The solution to reading an XML document on a socket is to wrap 
the input and output with a protocol. This enables the parser 
to parse a document on the socket stream and detect the end of 
the document and (even more important) not close the socket 
connection by closing the input stream.

My sample code works regardless of the encoding of the XML
document and is general enough that it can be used to handle
any variable length data being transferred on a socket. This
is basically how it works: the server "wraps" the output 
stream when sending the XML document and the client "unwraps" 
the input stream when receiving the XML document. I'll detail 
exactly how this works below but what's important is that it 
works transparently to the server and client as long as they 
use the appropriate "wrapper" classes for the input/output 
streams.

The wrapper input/output streams introduce a "packet" kind 
of protocol onto the stream. Therefore, when the server
writes data to the output stream, the wrapper class breaks
the input into a series of packets. These packets contain
a simple header that just states how many bytes are in the
packet (not including the header), followed by the packet
data. The receiving input stream knows how to read the
header and return only the bytes in the packet data to the
calling client code.

These input/output classes provide a general mechanism for
sending variable length data on a socket connection. It
acts as if there is a localized input/output stream within
the socket stream. And the wrapper classes can be used
independently from the socket sample. There are a few
caveats, though: 1) the server code MUST close the wrapper
output stream; 2) the client code MUST close the wrapper
input stream. The second requirement is only needed if you
detect a parse error and need to skip to the end of the
wrapper input stream to continue processing the next
piece of information.

I added the sample to the Xerces2 codebase with the
assumption that we'll be moving that code over soon and it
can find a permanent home. If you would like to check it
out now, here's how you do it (this will only checkout the
socket samples dir from CVS):

  set CVSROOT=:pserver:anoncvs@xml.apache.org:/home/cvspublic
  cvs login        (password: anoncvs)
  cvs checkout -d socket -r xerces_j_2 xml-xerces/java/samples/socket

This will create a directory called "socket" which contains
the sample "socket.KeepSocketOpen". You can read the javadoc
for information about how to use this sample. Or, you can
just use the wrapper streams independently. They're in the
"socket.io" package and are called "WrappedOutputStream"
and "WrappedInputStream", respectively.

We'll have to put some explanation in the actual Xerces
documentation so that people know about this sample and
how to solve the XML-on-a-socket problem, though. Any
volunteers?

Let me know if this sample helps.

-- 
Andy Clark * IBM, TRL - Japan * andyc@apache.org

Re: [Sample] Parsing XML Documents on Socket

Posted by Son To <so...@gateway.homeip.net>.
On Sun, 3 Dec 2000, Andy Clark wrote:

> We have another posting about how to read XML documents on a
> socket connection. Instead of answering the question, I've
> done one better by writing a new sample that shows you how
> to read XML documents from a socket connection!
> 
> The solution to reading an XML document on a socket is to wrap 
> the input and output with a protocol. This enables the parser 
> to parse a document on the socket stream and detect the end of 
> the document and (even more important) not close the socket 
> connection by closing the input stream.

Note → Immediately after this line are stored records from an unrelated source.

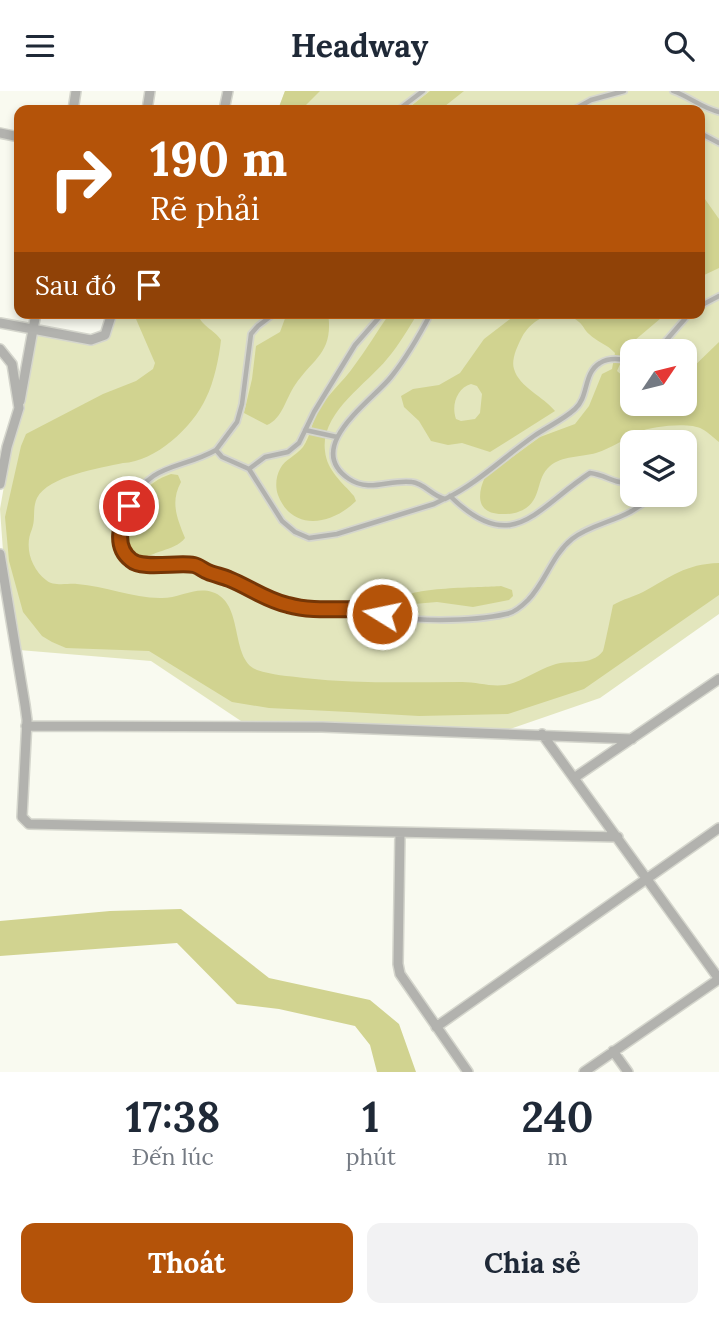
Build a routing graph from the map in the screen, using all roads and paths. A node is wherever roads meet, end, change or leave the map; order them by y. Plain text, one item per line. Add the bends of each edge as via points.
1 (423, 91) edge
2 (624, 91) edge
3 (673, 91) edge
4 (405, 105) edge
5 (582, 105) edge
6 (700, 105) edge
7 (35, 319) edge
8 (110, 319) edge
9 (266, 319) edge
10 (378, 319) edge
11 (428, 319) edge
12 (685, 319) edge
13 (0, 323) edge
14 (33, 329) junction
15 (667, 339) edge
16 (0, 349) edge
17 (620, 360) edge
18 (19, 408) junction
19 (306, 431) junction
20 (335, 436) junction
21 (216, 450) junction
22 (249, 469) junction
23 (0, 484) edge
24 (620, 484) edge
25 (447, 497) junction
26 (638, 507) edge
27 (0, 554) edge
28 (719, 679) edge
29 (26, 726) junction
30 (542, 734) junction
31 (632, 739) junction
32 (574, 778) junction
33 (719, 828) edge
34 (400, 833) junction
35 (618, 837) junction
36 (647, 877) junction
37 (719, 979) edge
38 (436, 1027) junction
39 (613, 1051) junction
40 (468, 1072) edge
41 (584, 1072) edge
42 (628, 1072) edge

1 - 4 lane
2 - 5 lane
3 - 6 lane
7 - 14 street
8 - 14 street via 106,334 95,339
9 - 21 lane via 251,334 237,422
10 - 19 lane via 355,345
11 - 20 lane via 392,376
12 - 15 lane
13 - 14 street
14 - 18 street
16 - 18 street via 12,364
17 - 25 lane via 609,359 592,369 576,409
18 - 23 street
19 - 20 lane
19 - 22 lane via 288,452 265,457
20 - 25 lane via 338,469 350,480 366,487 415,482 435,496
21 - 22 lane
21 - 26 lane via 162,471 138,487 121,523 125,554 133,563 197,565 265,598 315,610 373,610 408,619 509,614 529,599 571,540
22 - 25 lane via 282,521 309,538 363,526
24 - 25 lane via 590,473 524,522 508,525 479,519
27 - 29 street
28 - 31 street
29 - 30 street via 322,727
29 - 34 street via 22,817 33,825
30 - 31 street
30 - 32 street
31 - 32 street
32 - 35 street
33 - 36 street
34 - 35 street
34 - 38 street via 398,964 407,987
35 - 36 street
36 - 37 street
36 - 38 street
37 - 39 street
38 - 40 street
39 - 41 street
39 - 42 street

This does not make sense to me. I'm trying to use XML as a transport
protocol. Why can't I just open a socket and push XML to the daemon?
The daemon will get an inputStream from the client socket, wrap it around
an InputSource and give it to XMLReader.parse(InputSource)?  This works,
but the client has to close its output stream before
XMLReader.parse(InputSource) will start parsing the XML document.


> 
> My sample code works regardless of the encoding of the XML
> document and is general enough that it can be used to handle
> any variable length data being transferred on a socket. This
> is basically how it works: the server "wraps" the output 
> stream when sending the XML document and the client "unwraps" 
> the input stream when receiving the XML document. I'll detail 
> exactly how this works below but what's important is that it 
> works transparently to the server and client as long as they 
> use the appropriate "wrapper" classes for the input/output 
> streams.
> 
> The wrapper input/output streams introduce a "packet" kind 
> of protocol onto the stream. Therefore, when the server
> writes data to the output stream, the wrapper class breaks
> the input into a series of packets. These packets contain
> a simple header that just states how many bytes are in the
> packet (not including the header), followed by the packet
> data. The receiving input stream knows how to read the
> header and return only the bytes in the packet data to the
> calling client code.
> 
> These input/output classes provide a general mechanism for
> sending variable length data on a socket connection. It
> acts as if there is a localized input/output stream within
> the socket stream. And the wrapper classes can be used
> independently from the socket sample. There are a few
> caveats, though: 1) the server code MUST close the wrapper
> output stream; 2) the client code MUST close the wrapper
> input stream. The second requirement is only needed if you
> detect a parse error and need to skip to the end of the
> wrapper input stream to continue processing the next
> piece of information.
> 
> I added the sample to the Xerces2 codebase with the
> assumption that we'll be moving that code over soon and it
> can find a permanent home. If you would like to check it
> out now, here's how you do it (this will only checkout the
> socket samples dir from CVS):
> 
>   set CVSROOT=:pserver:anoncvs@xml.apache.org:/home/cvspublic
>   cvs login        (password: anoncvs)
>   cvs checkout -d socket -r xerces_j_2 xml-xerces/java/samples/socket
> 
> This will create a directory called "socket" which contains
> the sample "socket.KeepSocketOpen". You can read the javadoc
> for information about how to use this sample. Or, you can
> just use the wrapper streams independently. They're in the
> "socket.io" package and are called "WrappedOutputStream"
> and "WrappedInputStream", respectively.
> 
> We'll have to put some explanation in the actual Xerces
> documentation so that people know about this sample and
> how to solve the XML-on-a-socket problem, though. Any
> volunteers?
> 
> Let me know if this sample helps.
> 
> 


Re: [Sample] Parsing XML Documents on Socket

Posted by Son To <so...@gateway.homeip.net>.
On Sun, 3 Dec 2000, Andy Clark wrote:

> We have another posting about how to read XML documents on a
> socket connection. Instead of answering the question, I've
> done one better by writing a new sample that shows you how
> to read XML documents from a socket connection!
> 
> The solution to reading an XML document on a socket is to wrap 
> the input and output with a protocol. This enables the parser 
> to parse a document on the socket stream and detect the end of 
> the document and (even more important) not close the socket 
> connection by closing the input stream.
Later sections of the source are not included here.